Records drawn from a dataset
┌──
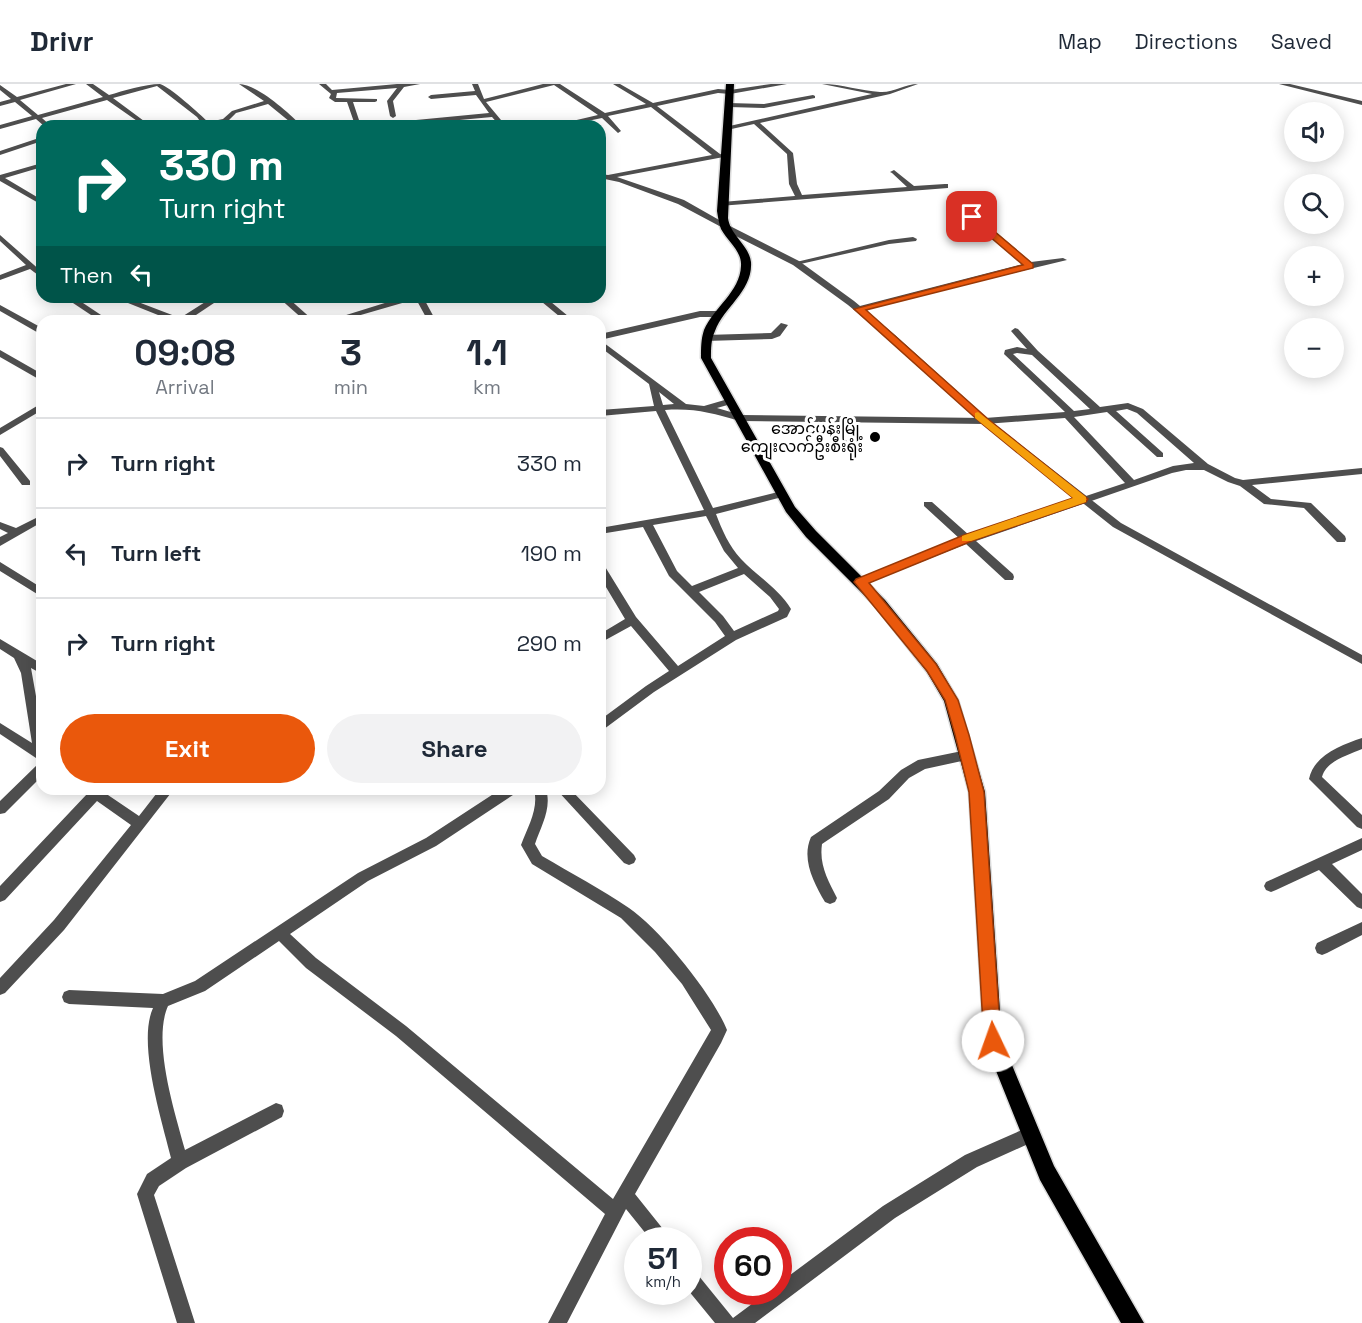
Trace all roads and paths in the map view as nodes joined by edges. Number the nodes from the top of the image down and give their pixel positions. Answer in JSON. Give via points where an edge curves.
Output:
{"nodes":[{"id":1,"x":73,"y":84,"type":"edge"},
{"id":2,"x":89,"y":84,"type":"edge"},
{"id":3,"x":158,"y":84,"type":"edge"},
{"id":4,"x":242,"y":84,"type":"edge"},
{"id":5,"x":322,"y":84,"type":"edge"},
{"id":6,"x":417,"y":84,"type":"edge"},
{"id":7,"x":476,"y":84,"type":"edge"},
{"id":8,"x":551,"y":84,"type":"edge"},
{"id":9,"x":556,"y":84,"type":"edge"},
{"id":10,"x":616,"y":84,"type":"edge"},
{"id":11,"x":784,"y":84,"type":"edge"},
{"id":12,"x":825,"y":84,"type":"edge"},
{"id":13,"x":915,"y":84,"type":"edge"},
{"id":14,"x":1282,"y":84,"type":"edge"},
{"id":15,"x":0,"y":87,"type":"edge"},
{"id":16,"x":401,"y":87,"type":"junction"},
{"id":17,"x":335,"y":91,"type":"junction"},
{"id":18,"x":478,"y":93,"type":"junction"},
{"id":19,"x":730,"y":94,"type":"edge"},
{"id":20,"x":883,"y":94,"type":"junction"},
{"id":21,"x":813,"y":96,"type":"dead end"},
{"id":22,"x":431,"y":97,"type":"dead end"},
{"id":23,"x":108,"y":98,"type":"junction"},
{"id":24,"x":16,"y":100,"type":"junction"},
{"id":25,"x":349,"y":100,"type":"junction"},
{"id":26,"x":375,"y":100,"type":"dead end"},
{"id":27,"x":482,"y":101,"type":"junction"},
{"id":28,"x":268,"y":102,"type":"junction"},
{"id":29,"x":1362,"y":103,"type":"edge"},
{"id":30,"x":0,"y":104,"type":"edge"},
{"id":31,"x":652,"y":105,"type":"junction"},
{"id":32,"x":492,"y":115,"type":"junction"},
{"id":33,"x":603,"y":115,"type":"junction"},
{"id":34,"x":393,"y":116,"type":"dead end"},
{"id":35,"x":38,"y":117,"type":"junction"},
{"id":36,"x":41,"y":120,"type":"edge"},
{"id":37,"x":139,"y":120,"type":"edge"},
{"id":38,"x":198,"y":120,"type":"edge"},
{"id":39,"x":226,"y":120,"type":"edge"},
{"id":40,"x":291,"y":120,"type":"edge"},
{"id":41,"x":356,"y":120,"type":"edge"},
{"id":42,"x":438,"y":120,"type":"edge"},
{"id":43,"x":497,"y":120,"type":"edge"},
{"id":44,"x":581,"y":120,"type":"edge"},
{"id":45,"x":757,"y":123,"type":"junction"},
{"id":46,"x":0,"y":127,"type":"edge"},
{"id":47,"x":728,"y":128,"type":"junction"},
{"id":48,"x":618,"y":131,"type":"dead end"},
{"id":49,"x":36,"y":141,"type":"edge"},
{"id":50,"x":0,"y":153,"type":"edge"},
{"id":51,"x":722,"y":156,"type":"junction"},
{"id":52,"x":36,"y":167,"type":"edge"},
{"id":53,"x":894,"y":172,"type":"dead end"},
{"id":54,"x":606,"y":175,"type":"edge"},
{"id":55,"x":606,"y":177,"type":"edge"},
{"id":56,"x":0,"y":178,"type":"edge"},
{"id":57,"x":621,"y":180,"type":"junction"},
{"id":58,"x":606,"y":184,"type":"edge"},
{"id":59,"x":945,"y":186,"type":"dead end"},
{"id":60,"x":912,"y":188,"type":"junction"},
{"id":61,"x":799,"y":198,"type":"junction"},
{"id":62,"x":36,"y":199,"type":"edge"},
{"id":63,"x":955,"y":202,"type":"dead end"},
{"id":64,"x":722,"y":204,"type":"junction"},
{"id":65,"x":724,"y":227,"type":"junction"},
{"id":66,"x":0,"y":237,"type":"edge"},
{"id":67,"x":913,"y":239,"type":"dead end"},
{"id":68,"x":1063,"y":260,"type":"dead end"},
{"id":69,"x":796,"y":263,"type":"junction"},
{"id":70,"x":30,"y":266,"type":"junction"},
{"id":71,"x":1030,"y":266,"type":"junction"},
{"id":72,"x":36,"y":270,"type":"edge"},
{"id":73,"x":0,"y":278,"type":"edge"},
{"id":74,"x":78,"y":303,"type":"edge"},
{"id":75,"x":133,"y":303,"type":"edge"},
{"id":76,"x":210,"y":303,"type":"edge"},
{"id":77,"x":289,"y":303,"type":"edge"},
{"id":78,"x":392,"y":303,"type":"edge"},
{"id":79,"x":548,"y":303,"type":"edge"},
{"id":80,"x":0,"y":307,"type":"edge"},
{"id":81,"x":859,"y":309,"type":"junction"},
{"id":82,"x":717,"y":314,"type":"junction"},
{"id":83,"x":96,"y":315,"type":"edge"},
{"id":84,"x":165,"y":315,"type":"edge"},
{"id":85,"x":190,"y":315,"type":"edge"},
{"id":86,"x":303,"y":315,"type":"edge"},
{"id":87,"x":352,"y":315,"type":"edge"},
{"id":88,"x":562,"y":315,"type":"edge"},
{"id":89,"x":784,"y":325,"type":"dead end"},
{"id":90,"x":36,"y":328,"type":"edge"},
{"id":91,"x":1015,"y":331,"type":"dead end"},
{"id":92,"x":606,"y":336,"type":"edge"},
{"id":93,"x":706,"y":338,"type":"junction"},
{"id":94,"x":606,"y":348,"type":"edge"},
{"id":95,"x":0,"y":353,"type":"edge"},
{"id":96,"x":1035,"y":353,"type":"junction"},
{"id":97,"x":36,"y":374,"type":"edge"},
{"id":98,"x":653,"y":385,"type":"junction"},
{"id":99,"x":728,"y":402,"type":"junction"},
{"id":100,"x":683,"y":406,"type":"junction"},
{"id":101,"x":707,"y":408,"type":"junction"},
{"id":102,"x":1109,"y":409,"type":"junction"},
{"id":103,"x":36,"y":410,"type":"edge"},
{"id":104,"x":658,"y":410,"type":"junction"},
{"id":105,"x":1098,"y":411,"type":"junction"},
{"id":106,"x":606,"y":413,"type":"edge"},
{"id":107,"x":1070,"y":415,"type":"junction"},
{"id":108,"x":740,"y":418,"type":"junction"},
{"id":109,"x":985,"y":421,"type":"junction"},
{"id":110,"x":0,"y":432,"type":"edge"},
{"id":111,"x":0,"y":450,"type":"edge"},
{"id":112,"x":1160,"y":455,"type":"dead end"},
{"id":113,"x":1204,"y":466,"type":"junction"},
{"id":114,"x":1362,"y":471,"type":"edge"},
{"id":115,"x":26,"y":483,"type":"dead end"},
{"id":116,"x":1243,"y":483,"type":"junction"},
{"id":117,"x":1132,"y":484,"type":"junction"},
{"id":118,"x":782,"y":494,"type":"junction"},
{"id":119,"x":1082,"y":499,"type":"junction"},
{"id":120,"x":928,"y":504,"type":"dead end"},
{"id":121,"x":711,"y":512,"type":"junction"},
{"id":122,"x":36,"y":521,"type":"edge"},
{"id":123,"x":647,"y":524,"type":"junction"},
{"id":124,"x":0,"y":525,"type":"edge"},
{"id":125,"x":606,"y":529,"type":"edge"},
{"id":126,"x":16,"y":532,"type":"junction"},
{"id":127,"x":968,"y":538,"type":"junction"},
{"id":128,"x":1341,"y":539,"type":"dead end"},
{"id":129,"x":0,"y":542,"type":"edge"},
{"id":130,"x":0,"y":566,"type":"edge"},
{"id":131,"x":746,"y":570,"type":"junction"},
{"id":132,"x":1009,"y":578,"type":"dead end"},
{"id":133,"x":606,"y":581,"type":"edge"},
{"id":134,"x":861,"y":582,"type":"junction"},
{"id":135,"x":36,"y":589,"type":"edge"},
{"id":136,"x":690,"y":591,"type":"junction"},
{"id":137,"x":632,"y":620,"type":"junction"},
{"id":138,"x":606,"y":635,"type":"edge"},
{"id":139,"x":732,"y":637,"type":"junction"},
{"id":140,"x":0,"y":643,"type":"edge"},
{"id":141,"x":18,"y":654,"type":"junction"},
{"id":142,"x":1362,"y":660,"type":"edge"},
{"id":143,"x":36,"y":666,"type":"edge"},
{"id":144,"x":676,"y":672,"type":"junction"},
{"id":145,"x":606,"y":722,"type":"edge"},
{"id":146,"x":36,"y":729,"type":"edge"},
{"id":147,"x":1,"y":731,"type":"edge"},
{"id":148,"x":1362,"y":743,"type":"edge"},
{"id":149,"x":967,"y":755,"type":"junction"},
{"id":150,"x":36,"y":756,"type":"edge"},
{"id":151,"x":36,"y":766,"type":"edge"},
{"id":152,"x":90,"y":795,"type":"edge"},
{"id":153,"x":101,"y":795,"type":"edge"},
{"id":154,"x":163,"y":795,"type":"edge"},
{"id":155,"x":502,"y":795,"type":"edge"},
{"id":156,"x":542,"y":795,"type":"edge"},
{"id":157,"x":568,"y":795,"type":"edge"},
{"id":158,"x":0,"y":809,"type":"edge"},
{"id":159,"x":1362,"y":823,"type":"edge"},
{"id":160,"x":140,"y":824,"type":"junction"},
{"id":161,"x":1362,"y":844,"type":"edge"},
{"id":162,"x":629,"y":859,"type":"dead end"},
{"id":163,"x":1321,"y":863,"type":"junction"},
{"id":164,"x":1271,"y":886,"type":"dead end"},
{"id":165,"x":0,"y":896,"type":"edge"},
{"id":166,"x":830,"y":898,"type":"dead end"},
{"id":167,"x":1362,"y":903,"type":"edge"},
{"id":168,"x":1362,"y":928,"type":"edge"},
{"id":169,"x":281,"y":933,"type":"junction"},
{"id":170,"x":1322,"y":948,"type":"dead end"},
{"id":171,"x":0,"y":988,"type":"edge"},
{"id":172,"x":69,"y":997,"type":"dead end"},
{"id":173,"x":163,"y":1001,"type":"junction"},
{"id":174,"x":276,"y":1111,"type":"dead end"},
{"id":175,"x":1031,"y":1134,"type":"junction"},
{"id":176,"x":180,"y":1162,"type":"junction"},
{"id":177,"x":626,"y":1196,"type":"junction"},
{"id":178,"x":615,"y":1212,"type":"junction"},
{"id":179,"x":651,"y":1227,"type":"edge"},
{"id":180,"x":702,"y":1293,"type":"edge"},
{"id":181,"x":186,"y":1323,"type":"edge"},
{"id":182,"x":556,"y":1323,"type":"edge"},
{"id":183,"x":726,"y":1323,"type":"edge"},
{"id":184,"x":740,"y":1323,"type":"edge"},
{"id":185,"x":1133,"y":1323,"type":"edge"}],
"edges":[{"from":1,"to":24,"type":"street"},
{"from":2,"to":23,"type":"street"},
{"from":3,"to":23,"type":"street"},
{"from":3,"to":38,"type":"street"},
{"from":4,"to":28,"type":"street","via":[[258,89]]},
{"from":5,"to":17,"type":"street","via":[[327,91]]},
{"from":6,"to":16,"type":"street"},
{"from":7,"to":18,"type":"street"},
{"from":8,"to":27,"type":"street"},
{"from":9,"to":33,"type":"street"},
{"from":10,"to":31,"type":"street"},
{"from":11,"to":19,"type":"street"},
{"from":12,"to":20,"type":"street"},
{"from":13,"to":20,"type":"street"},
{"from":14,"to":29,"type":"street"},
{"from":15,"to":24,"type":"street"},
{"from":16,"to":17,"type":"street"},
{"from":16,"to":34,"type":"street","via":[[390,101]]},
{"from":17,"to":25,"type":"street","via":[[333,99]]},
{"from":18,"to":22,"type":"street"},
{"from":18,"to":27,"type":"street"},
{"from":19,"to":21,"type":"street","via":[[764,106]]},
{"from":19,"to":31,"type":"street","via":[[718,91]]},
{"from":19,"to":47,"type":"main road"},
{"from":20,"to":45,"type":"street"},
{"from":23,"to":35,"type":"street"},
{"from":23,"to":37,"type":"street"},
{"from":24,"to":30,"type":"street"},
{"from":24,"to":35,"type":"street"},
{"from":25,"to":26,"type":"street"},
{"from":25,"to":41,"type":"street"},
{"from":27,"to":32,"type":"street"},
{"from":28,"to":39,"type":"street","via":[[234,112]]},
{"from":28,"to":40,"type":"street"},
{"from":31,"to":33,"type":"street"},
{"from":31,"to":51,"type":"street"},
{"from":32,"to":42,"type":"street"},
{"from":32,"to":43,"type":"street"},
{"from":33,"to":44,"type":"street"},
{"from":33,"to":48,"type":"street"},
{"from":35,"to":36,"type":"street"},
{"from":35,"to":46,"type":"street"},
{"from":45,"to":47,"type":"street"},
{"from":45,"to":61,"type":"street","via":[[789,153]]},
{"from":47,"to":51,"type":"main road"},
{"from":49,"to":50,"type":"street"},
{"from":51,"to":54,"type":"street"},
{"from":51,"to":64,"type":"main road"},
{"from":52,"to":56,"type":"street"},
{"from":53,"to":60,"type":"street"},
{"from":55,"to":57,"type":"street"},
{"from":56,"to":62,"type":"street"},
{"from":57,"to":58,"type":"street"},
{"from":57,"to":65,"type":"street","via":[[681,202]]},
{"from":59,"to":60,"type":"street"},
{"from":60,"to":61,"type":"street"},
{"from":61,"to":64,"type":"street"},
{"from":63,"to":71,"type":"street"},
{"from":64,"to":65,"type":"main road"},
{"from":65,"to":69,"type":"street"},
{"from":65,"to":82,"type":"main road","via":[[744,254],[747,265],[744,277]]},
{"from":66,"to":70,"type":"street"},
{"from":67,"to":69,"type":"street"},
{"from":68,"to":71,"type":"street"},
{"from":69,"to":81,"type":"street"},
{"from":70,"to":72,"type":"street"},
{"from":70,"to":73,"type":"street"},
{"from":71,"to":81,"type":"street"},
{"from":74,"to":83,"type":"street"},
{"from":75,"to":84,"type":"street"},
{"from":76,"to":85,"type":"street"},
{"from":77,"to":86,"type":"street"},
{"from":78,"to":87,"type":"street"},
{"from":79,"to":88,"type":"street"},
{"from":80,"to":90,"type":"street"},
{"from":81,"to":109,"type":"street"},
{"from":82,"to":92,"type":"street","via":[[700,314]]},
{"from":82,"to":93,"type":"main road"},
{"from":89,"to":93,"type":"street","via":[[772,336]]},
{"from":91,"to":96,"type":"street"},
{"from":93,"to":99,"type":"main road","via":[[706,358]]},
{"from":94,"to":98,"type":"street"},
{"from":95,"to":97,"type":"street"},
{"from":96,"to":105,"type":"street"},
{"from":96,"to":107,"type":"street","via":[[1017,350],[1008,354]]},
{"from":98,"to":100,"type":"street"},
{"from":98,"to":104,"type":"street"},
{"from":99,"to":101,"type":"street"},
{"from":99,"to":108,"type":"main road"},
{"from":100,"to":101,"type":"street"},
{"from":100,"to":104,"type":"street"},
{"from":101,"to":108,"type":"street"},
{"from":102,"to":105,"type":"street"},
{"from":102,"to":112,"type":"street"},
{"from":102,"to":113,"type":"street","via":[[1136,408]]},
{"from":103,"to":110,"type":"street"},
{"from":104,"to":106,"type":"street"},
{"from":104,"to":121,"type":"street"},
{"from":105,"to":107,"type":"street"},
{"from":107,"to":109,"type":"street"},
{"from":107,"to":117,"type":"street"},
{"from":108,"to":109,"type":"street"},
{"from":108,"to":118,"type":"main road"},
{"from":109,"to":119,"type":"street"},
{"from":111,"to":115,"type":"street"},
{"from":113,"to":116,"type":"street","via":[[1228,480]]},
{"from":113,"to":117,"type":"street"},
{"from":114,"to":116,"type":"street"},
{"from":116,"to":128,"type":"street","via":[[1268,502],[1307,505]]},
{"from":117,"to":119,"type":"street"},
{"from":118,"to":121,"type":"street"},
{"from":118,"to":134,"type":"main road","via":[[811,534]]},
{"from":119,"to":127,"type":"street"},
{"from":119,"to":142,"type":"street","via":[[1138,537]]},
{"from":120,"to":127,"type":"street"},
{"from":121,"to":123,"type":"street"},
{"from":121,"to":131,"type":"street","via":[[732,556]]},
{"from":122,"to":126,"type":"street"},
{"from":123,"to":125,"type":"street"},
{"from":123,"to":136,"type":"street","via":[[674,573]]},
{"from":124,"to":126,"type":"street"},
{"from":126,"to":129,"type":"street"},
{"from":127,"to":132,"type":"street"},
{"from":127,"to":134,"type":"street"},
{"from":130,"to":135,"type":"street"},
{"from":131,"to":136,"type":"street"},
{"from":131,"to":139,"type":"street","via":[[784,609],[783,614]]},
{"from":133,"to":137,"type":"street"},
{"from":134,"to":149,"type":"main road","via":[[937,676],[951,700]]},
{"from":136,"to":139,"type":"street"},
{"from":137,"to":138,"type":"street"},
{"from":137,"to":144,"type":"street"},
{"from":139,"to":144,"type":"street"},
{"from":140,"to":141,"type":"street"},
{"from":141,"to":143,"type":"street"},
{"from":141,"to":146,"type":"street","via":[[27,673]]},
{"from":144,"to":145,"type":"street"},
{"from":147,"to":150,"type":"street"},
{"from":148,"to":159,"type":"street","via":[[1320,764],[1315,771],[1316,779]]},
{"from":149,"to":166,"type":"street","via":[[922,764],[816,841],[818,879]]},
{"from":149,"to":175,"type":"main road","via":[[976,792],[993,1041]]},
{"from":151,"to":158,"type":"street"},
{"from":152,"to":165,"type":"street"},
{"from":153,"to":160,"type":"street"},
{"from":154,"to":160,"type":"street"},
{"from":155,"to":169,"type":"street","via":[[431,842],[363,877]]},
{"from":156,"to":177,"type":"street","via":[[540,814],[528,845],[530,852],[626,914],[687,979],[718,1030]]},
{"from":157,"to":162,"type":"street"},
{"from":160,"to":171,"type":"street","via":[[59,925]]},
{"from":161,"to":163,"type":"street"},
{"from":163,"to":164,"type":"street"},
{"from":163,"to":167,"type":"street"},
{"from":168,"to":170,"type":"street"},
{"from":169,"to":173,"type":"street","via":[[200,986]]},
{"from":169,"to":178,"type":"street","via":[[311,963],[401,1031]]},
{"from":172,"to":173,"type":"street"},
{"from":173,"to":176,"type":"street","via":[[155,1016],[157,1062]]},
{"from":174,"to":176,"type":"street"},
{"from":175,"to":184,"type":"street","via":[[971,1161],[890,1212]]},
{"from":175,"to":185,"type":"main road","via":[[1047,1173]]},
{"from":176,"to":181,"type":"street","via":[[153,1180],[145,1194]]},
{"from":177,"to":178,"type":"street"},
{"from":177,"to":179,"type":"street"},
{"from":178,"to":182,"type":"street"},
{"from":180,"to":183,"type":"street"}]}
└──
:: Problem details ::
If a line in the data holds the string "edges", copy that line.

:: Output of the exercise ::
Trace all roads and paths in the map view as nodes joined by edges. Number the nodes from the top of the image down and give their pixel positions. Answer in JSON. Give via points where an edge curves.
"edges":[{"from":1,"to":24,"type":"street"},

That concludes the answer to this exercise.